WHAT IS EXPECTED: Among the entries below, find the lines with "down" and copy them.

DATA:

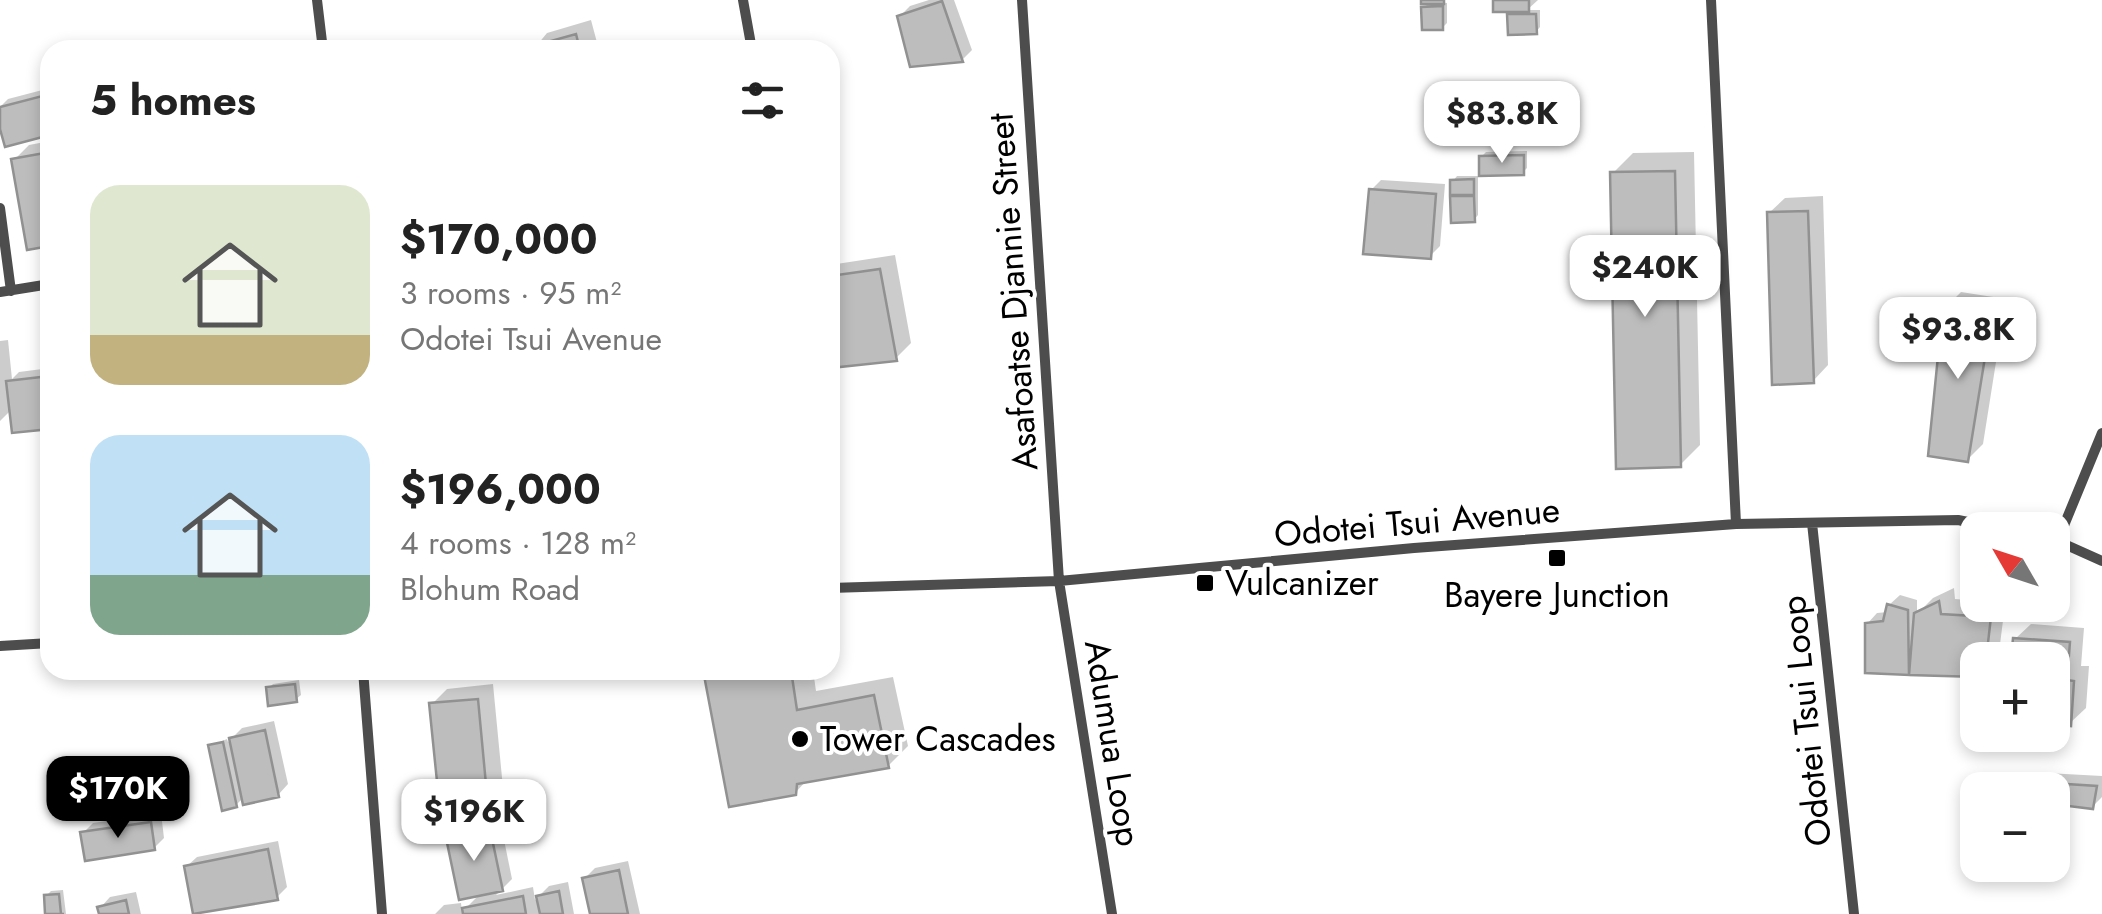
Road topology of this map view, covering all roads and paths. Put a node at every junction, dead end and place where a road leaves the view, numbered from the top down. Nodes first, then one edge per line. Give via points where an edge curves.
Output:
--
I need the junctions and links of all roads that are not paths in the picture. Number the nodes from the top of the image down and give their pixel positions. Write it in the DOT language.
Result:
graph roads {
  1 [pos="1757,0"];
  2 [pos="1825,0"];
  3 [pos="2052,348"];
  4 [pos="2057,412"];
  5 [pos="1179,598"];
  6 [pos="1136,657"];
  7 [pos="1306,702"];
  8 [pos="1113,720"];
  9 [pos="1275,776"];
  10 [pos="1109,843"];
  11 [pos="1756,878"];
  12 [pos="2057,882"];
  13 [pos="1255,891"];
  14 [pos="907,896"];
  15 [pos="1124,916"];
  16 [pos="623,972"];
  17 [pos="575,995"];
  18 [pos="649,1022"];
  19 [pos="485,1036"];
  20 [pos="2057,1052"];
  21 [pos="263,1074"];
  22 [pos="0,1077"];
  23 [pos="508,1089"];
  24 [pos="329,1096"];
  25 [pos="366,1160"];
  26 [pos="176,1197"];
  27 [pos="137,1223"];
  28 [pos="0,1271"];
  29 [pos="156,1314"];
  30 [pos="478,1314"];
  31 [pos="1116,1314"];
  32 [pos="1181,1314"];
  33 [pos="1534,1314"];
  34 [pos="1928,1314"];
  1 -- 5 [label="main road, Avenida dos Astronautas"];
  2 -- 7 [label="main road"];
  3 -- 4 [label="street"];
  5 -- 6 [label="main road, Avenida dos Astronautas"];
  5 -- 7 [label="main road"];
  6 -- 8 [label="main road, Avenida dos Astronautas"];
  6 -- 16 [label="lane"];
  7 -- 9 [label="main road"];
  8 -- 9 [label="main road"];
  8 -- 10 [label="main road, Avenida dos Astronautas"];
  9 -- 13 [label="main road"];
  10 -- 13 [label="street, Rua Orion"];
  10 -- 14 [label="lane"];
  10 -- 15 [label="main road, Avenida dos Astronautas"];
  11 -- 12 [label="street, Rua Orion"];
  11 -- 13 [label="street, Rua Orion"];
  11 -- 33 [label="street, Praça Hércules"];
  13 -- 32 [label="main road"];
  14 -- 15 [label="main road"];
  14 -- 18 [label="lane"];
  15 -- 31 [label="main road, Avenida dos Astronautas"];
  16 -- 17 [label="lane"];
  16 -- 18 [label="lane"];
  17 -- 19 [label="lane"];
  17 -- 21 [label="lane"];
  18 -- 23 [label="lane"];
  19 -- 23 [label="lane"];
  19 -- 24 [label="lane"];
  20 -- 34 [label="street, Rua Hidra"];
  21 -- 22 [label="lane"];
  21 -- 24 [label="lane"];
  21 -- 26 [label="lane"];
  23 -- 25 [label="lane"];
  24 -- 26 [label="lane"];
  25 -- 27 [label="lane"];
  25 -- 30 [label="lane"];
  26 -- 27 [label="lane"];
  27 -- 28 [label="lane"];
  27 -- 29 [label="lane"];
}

ANSWER BOX:
Road topology of this map view, covering all roads and paths. Put a node at every junction, dead end and place where a road leaves the view, numbered from the top down. Nodes first, then one edge per line. Give via points where an edge curves.
I need the junctions and links of all roads that are not paths in the picture. Number the nodes from the top of the image down and give their pixel positions. Write it in the DOT language.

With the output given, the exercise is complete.